I keep seeing different answers on this one, so I'm hoping to get a more definitive answer. I had assumed 10+ had the ability to self-preserve, but I see some places saying 9. That seemed low to me, but I could be wrong. One product I noticed that didn't seem to be preserved (unless I missed something!) is Dr. Bronner's unscented hemp castile soap (the baby-mild). When I tested the pH of the soap I got around 9.5. Wouldn't that be too low?

Thank you!

Comments

  • We can postulate on what pH is self-preserving. It is very much Formula dependent. How can you know? By sending it off to be tested. Preservation is an educated guess proven by testing.
    markfuller@microformulation.com Microformulation.com Microformulation Cosmetic Consulting provides Custom Formulations for both large Commercial accounts as well as smaller entrepreneurs.

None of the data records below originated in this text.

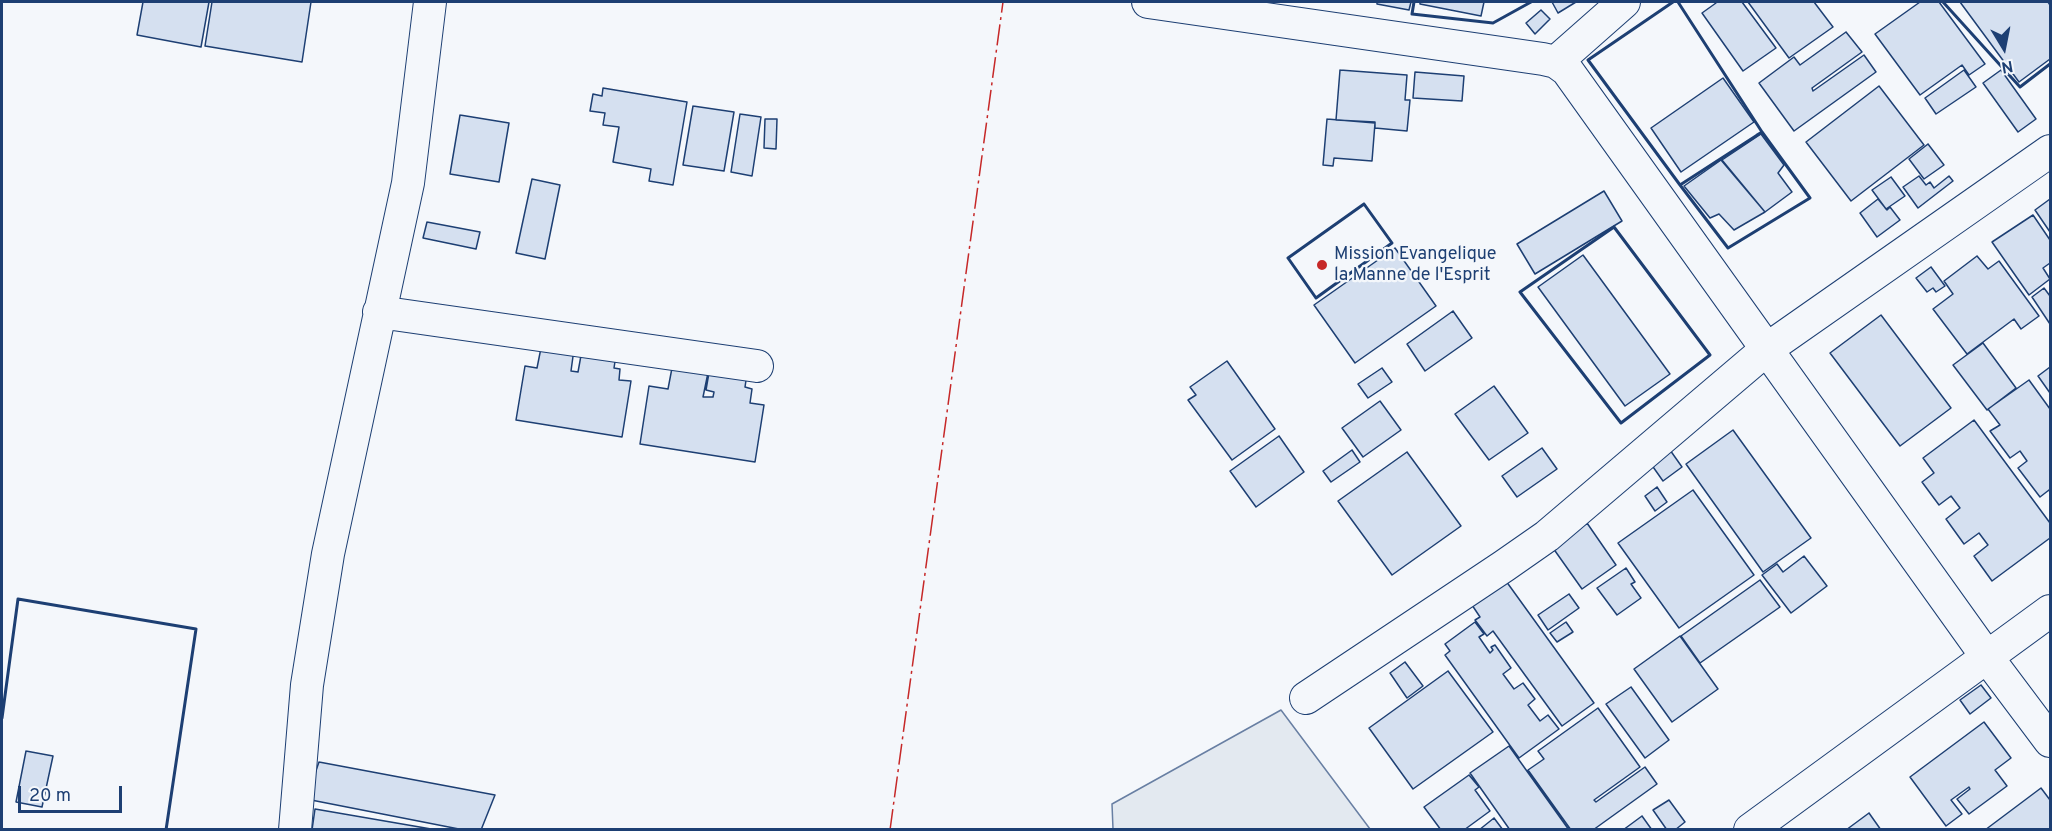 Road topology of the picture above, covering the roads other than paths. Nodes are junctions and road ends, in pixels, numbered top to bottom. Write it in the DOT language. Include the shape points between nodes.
graph roads {
  1 [pos="430,2"];
  2 [pos="1148,2"];
  3 [pos="1624,2"];
  4 [pos="1556,62"];
  5 [pos="2050,151"];
  6 [pos="379,312"];
  7 [pos="1767,349"];
  8 [pos="758,366"];
  9 [pos="2050,611"];
  10 [pos="1987,657"];
  11 [pos="1306,698"];
  12 [pos="2050,741"];
  13 [pos="295,830"];
  14 [pos="1750,830"];
  1 -- 6 [label="street" via="408,183"];
  2 -- 4 [label="street"];
  3 -- 4 [label="street"];
  4 -- 7 [label="street" via="1575,80"];
  5 -- 7 [label="street"];
  6 -- 8 [label="street"];
  6 -- 13 [label="street" via="328,554 307,685"];
  7 -- 10 [label="street"];
  7 -- 11 [label="street" via="1547,536"];
  9 -- 10 [label="street"];
  10 -- 12 [label="street"];
  10 -- 14 [label="street"];
}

We can provide Naturally compliant Formulations under the NSF, NPA, Whole Foods and USDA Organic Certifications.
  • edited August 2018
    The reason you keep on seeing different answers is that more parameters are involved than pH, like e.g. water activity. Moreover there is no definite limit. Although unlikely to end up in a cosmetic product some microbes are growing optimally around a pH of 10.
    https://en.wikipedia.org/wiki/Alkaliphile
    ISO 29621 defines >=10 as low risk products.
  • Thank you both!
  • edited August 2018
    And some microbes thrive at a pH of around 2 (Helicobacter pylori in stomach).
  • The ISO 29621 Second edition 2017-03 provides some definitive answers on this issue. Quoting from this document:

    "Alkaline pH may also create a hostile environment and may in some products be used as part of their preservative system. Liquid soaps with alkaline pH (pH 9,0 to pH 10,0) present an environment unfavourable for the growth of some microorganisms (see Reference [11]). Hair curl relaxers, due to their extreme pH (around 12), prevent the growth of virtually all microorganisms that would be likely to contaminate cosmetic products (see Reference [12]).
    The reason for this is that the extreme pH, either acidic or alkaline, makes it necessary for microorganisms to expend energy on maintenance of intracellular pH rather than growth. When pH is used in combination with chelating agents, glycols, antioxidants, water activity and high surfactant levels, an environment can be created which will not support microbial growth."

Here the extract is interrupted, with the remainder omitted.